I needed to match quoted strings in text, so I set out to write a regular expression to find them. I am, of course, not the first person to require such a thing, and a quick web search turned up a very nice analysis of the problem. I leave you to read it, and provide here some REALbasic code. The function that follows contains a version of the regular expression adapted for the REALbasic IDE.

Function QuotedStringBody(s as String) As String
  dim r as new RegEx
  const quotedString = "\x22([^\x22\\]*((\\.)*[^\x22\\]*)*)\x22"
  r.SearchPattern = quotedString
  dim match as RegExMatch = r.Search(EditField1.Text)
  if match <> nil and match.SubExpressionCount >= 2 then
    return match.SubExpressionString(1)
  else
    return ""
  end if
End Function

The regular expression language allows you to represent any literal by its ASCII code as hex (\xdd) or octal (\ndd). Here I use \x22 in the regular expression so that I do not need to escape every use of the double-quote in the IDE.

The string returned by this function still contains escaped characters. We can replace them with another regular expression.

Function QuotedStringContents(body as String) As String
  dim r as new RegEx
  r.Options.ReplaceAllMatches = true
  const escape = "\\(.)"
  r.SearchPattern = escape
  r.ReplacementPattern = "$1"
  return r.Replace(body)
End Function

It would be nicer to have a regular expression that returned the quoted string body as subexpression 0. With the use of some fancier features of regular expressions, we can do just that.

First, the original regular expression contains quite a few subexpressions. Let’s begin by removing the parentheses used to group the quoted string body.

const quotedString = "\x22([^\x22\\]*((\\.)*[^\x22\\]*)*)\x22"

We can use the operator ?: to tell the RegEx object that some parentheses are for grouping only, so that no subexpression need be kept.

const quotedString = "\x22[^\x22\\]*(?:(?:\\.)*[^\x22\\]*)*\x22"

Next, we want the regular expression to look for a pattern that follows a ", without including the " in the match . This is accomplished with the operator ?<=.

const quotedString = "(?<=\x22)[^\x22\\]*(?:(?:\\.)*[^\x22\\]*)*\x22"

And then we want the same thing for the terminal quote; that is, we want to match a certain pattern followed by a ", without including the " in the match.

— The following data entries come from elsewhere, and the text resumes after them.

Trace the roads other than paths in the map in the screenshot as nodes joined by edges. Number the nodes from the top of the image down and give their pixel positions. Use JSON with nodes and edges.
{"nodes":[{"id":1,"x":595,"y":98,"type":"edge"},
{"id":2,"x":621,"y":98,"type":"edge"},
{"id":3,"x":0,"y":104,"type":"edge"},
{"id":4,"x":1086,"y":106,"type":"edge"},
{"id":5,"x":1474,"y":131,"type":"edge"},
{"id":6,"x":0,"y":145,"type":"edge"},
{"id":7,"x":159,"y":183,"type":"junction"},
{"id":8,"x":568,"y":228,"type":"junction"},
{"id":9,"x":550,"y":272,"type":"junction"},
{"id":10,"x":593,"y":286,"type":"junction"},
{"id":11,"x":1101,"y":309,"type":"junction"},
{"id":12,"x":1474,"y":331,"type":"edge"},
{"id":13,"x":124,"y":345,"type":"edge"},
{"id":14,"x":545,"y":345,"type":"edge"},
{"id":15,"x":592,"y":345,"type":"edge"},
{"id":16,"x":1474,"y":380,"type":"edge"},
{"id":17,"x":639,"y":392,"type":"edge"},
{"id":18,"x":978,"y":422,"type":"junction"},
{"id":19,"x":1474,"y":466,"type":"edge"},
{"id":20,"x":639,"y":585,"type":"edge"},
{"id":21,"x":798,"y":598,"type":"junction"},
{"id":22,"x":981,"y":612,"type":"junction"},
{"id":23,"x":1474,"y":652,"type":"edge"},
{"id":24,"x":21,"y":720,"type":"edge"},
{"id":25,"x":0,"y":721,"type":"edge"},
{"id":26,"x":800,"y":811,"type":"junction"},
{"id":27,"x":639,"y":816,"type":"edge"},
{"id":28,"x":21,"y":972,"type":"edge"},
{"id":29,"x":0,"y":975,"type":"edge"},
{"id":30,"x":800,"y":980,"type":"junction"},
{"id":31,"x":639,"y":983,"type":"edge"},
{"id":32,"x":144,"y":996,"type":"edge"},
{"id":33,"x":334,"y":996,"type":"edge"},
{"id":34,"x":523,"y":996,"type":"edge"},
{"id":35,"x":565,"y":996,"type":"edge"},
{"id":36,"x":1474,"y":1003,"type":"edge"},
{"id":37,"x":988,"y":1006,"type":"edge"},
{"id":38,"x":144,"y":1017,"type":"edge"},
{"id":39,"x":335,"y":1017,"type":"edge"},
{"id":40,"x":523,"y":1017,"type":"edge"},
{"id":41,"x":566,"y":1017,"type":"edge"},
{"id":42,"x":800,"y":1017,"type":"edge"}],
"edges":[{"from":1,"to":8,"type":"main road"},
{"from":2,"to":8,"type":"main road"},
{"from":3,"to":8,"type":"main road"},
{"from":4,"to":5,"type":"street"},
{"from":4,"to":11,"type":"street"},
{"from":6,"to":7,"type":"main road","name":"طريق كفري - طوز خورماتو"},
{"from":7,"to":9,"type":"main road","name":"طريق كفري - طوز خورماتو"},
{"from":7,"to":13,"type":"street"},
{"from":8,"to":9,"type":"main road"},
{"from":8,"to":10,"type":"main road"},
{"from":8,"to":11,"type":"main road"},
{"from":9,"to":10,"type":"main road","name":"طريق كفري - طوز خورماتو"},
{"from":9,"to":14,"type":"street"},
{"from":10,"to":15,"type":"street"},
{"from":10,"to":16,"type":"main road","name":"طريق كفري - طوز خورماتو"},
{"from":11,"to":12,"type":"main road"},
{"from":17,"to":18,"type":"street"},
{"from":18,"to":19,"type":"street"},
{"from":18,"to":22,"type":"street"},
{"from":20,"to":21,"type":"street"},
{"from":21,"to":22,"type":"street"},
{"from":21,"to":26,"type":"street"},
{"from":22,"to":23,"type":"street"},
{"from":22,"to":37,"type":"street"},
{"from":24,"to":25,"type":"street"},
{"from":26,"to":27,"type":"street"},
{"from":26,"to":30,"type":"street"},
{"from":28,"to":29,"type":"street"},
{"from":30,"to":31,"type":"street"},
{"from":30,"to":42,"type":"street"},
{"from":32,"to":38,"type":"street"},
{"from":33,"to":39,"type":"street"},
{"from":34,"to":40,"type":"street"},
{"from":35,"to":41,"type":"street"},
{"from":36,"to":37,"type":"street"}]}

For this we use the operator ?=.

"(?<=\x22)[^\x22\\]*(?:(?:\\.)*[^\x22\\]*)*(?=\x22)"

This does the trick; we can now simplify the function QuotedStringBody.

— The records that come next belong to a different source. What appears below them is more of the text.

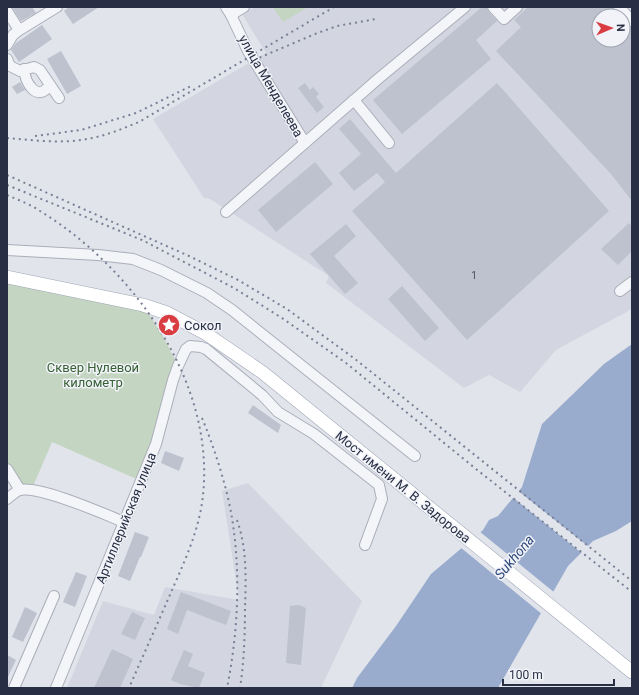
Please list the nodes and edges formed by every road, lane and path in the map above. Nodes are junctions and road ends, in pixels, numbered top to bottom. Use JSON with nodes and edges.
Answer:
{"nodes":[{"id":1,"x":57,"y":7,"type":"edge"},
{"id":2,"x":244,"y":7,"type":"edge"},
{"id":3,"x":465,"y":7,"type":"edge"},
{"id":4,"x":493,"y":7,"type":"edge"},
{"id":5,"x":517,"y":7,"type":"edge"},
{"id":6,"x":619,"y":7,"type":"edge"},
{"id":7,"x":7,"y":11,"type":"edge"},
{"id":8,"x":229,"y":11,"type":"edge"},
{"id":9,"x":632,"y":21,"type":"edge"},
{"id":10,"x":19,"y":30,"type":"junction"},
{"id":11,"x":7,"y":45,"type":"edge"},
{"id":12,"x":7,"y":59,"type":"edge"},
{"id":13,"x":24,"y":69,"type":"junction"},
{"id":14,"x":50,"y":85,"type":"junction"},
{"id":15,"x":59,"y":98,"type":"dead end"},
{"id":16,"x":354,"y":100,"type":"junction"},
{"id":17,"x":389,"y":142,"type":"dead end"},
{"id":18,"x":305,"y":143,"type":"junction"},
{"id":19,"x":226,"y":212,"type":"dead end"},
{"id":20,"x":7,"y":250,"type":"edge"},
{"id":21,"x":7,"y":277,"type":"edge"},
{"id":22,"x":632,"y":282,"type":"edge"},
{"id":23,"x":620,"y":291,"type":"dead end"},
{"id":24,"x":415,"y":456,"type":"dead end"},
{"id":25,"x":7,"y":469,"type":"edge"},
{"id":26,"x":20,"y":490,"type":"junction"},
{"id":27,"x":7,"y":498,"type":"edge"},
{"id":28,"x":124,"y":522,"type":"junction"},
{"id":29,"x":365,"y":545,"type":"dead end"},
{"id":30,"x":54,"y":596,"type":"dead end"},
{"id":31,"x":632,"y":672,"type":"edge"},
{"id":32,"x":14,"y":688,"type":"edge"},
{"id":33,"x":56,"y":688,"type":"edge"}],
"edges":[{"from":1,"to":10,"type":"street"},
{"from":2,"to":8,"type":"street"},
{"from":3,"to":16,"type":"street"},
{"from":4,"to":5,"type":"street"},
{"from":6,"to":9,"type":"street"},
{"from":7,"to":10,"type":"street"},
{"from":8,"to":18,"type":"street","name":"улица Менделеева"},
{"from":10,"to":11,"type":"street"},
{"from":12,"to":13,"type":"street"},
{"from":13,"to":14,"type":"street"},
{"from":13,"to":14,"type":"street"},
{"from":14,"to":15,"type":"street"},
{"from":16,"to":17,"type":"street"},
{"from":16,"to":18,"type":"street"},
{"from":18,"to":19,"type":"street"},
{"from":20,"to":24,"type":"street"},
{"from":21,"to":31,"type":"main road","name":"Мост имени М. В. Задорова"},
{"from":22,"to":23,"type":"street"},
{"from":25,"to":26,"type":"street"},
{"from":26,"to":27,"type":"street"},
{"from":26,"to":28,"type":"street"},
{"from":28,"to":29,"type":"street","name":"Артиллерийская улица"},
{"from":28,"to":33,"type":"street","name":"Артиллерийская улица"},
{"from":30,"to":32,"type":"street"}]}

Function QuotedStringBody(s as String) As String
  dim r as new RegEx
  const quotedString = "(?&lt;=\x22)[^\x22\\]*(?:(?:\\.)*[^\x22\\]*)*(?=\x22)"
  r.SearchPattern = quotedString
  dim match as RegExMatch = r.Search(EditField1.Text)
  if match <> nil then
    return match.SubExpressionString(0)
  else
    return ""
  end if
End Function
---

Comment

  1. Wow, thanks! This is very useful to me. Never knew such advanced operators like ?: existed.

    Thomas Tempelmann · Mar 31, 02:52 PM · #

  2. What if the string is no ASCII-string but encoded diferent? Does using the Hex-values work as well?

    Nat · Apr 3, 01:25 AM · #

  3. Using the hex values should work in any case.

    charles · Apr 10, 09:24 AM · #

Commenting is closed for this article.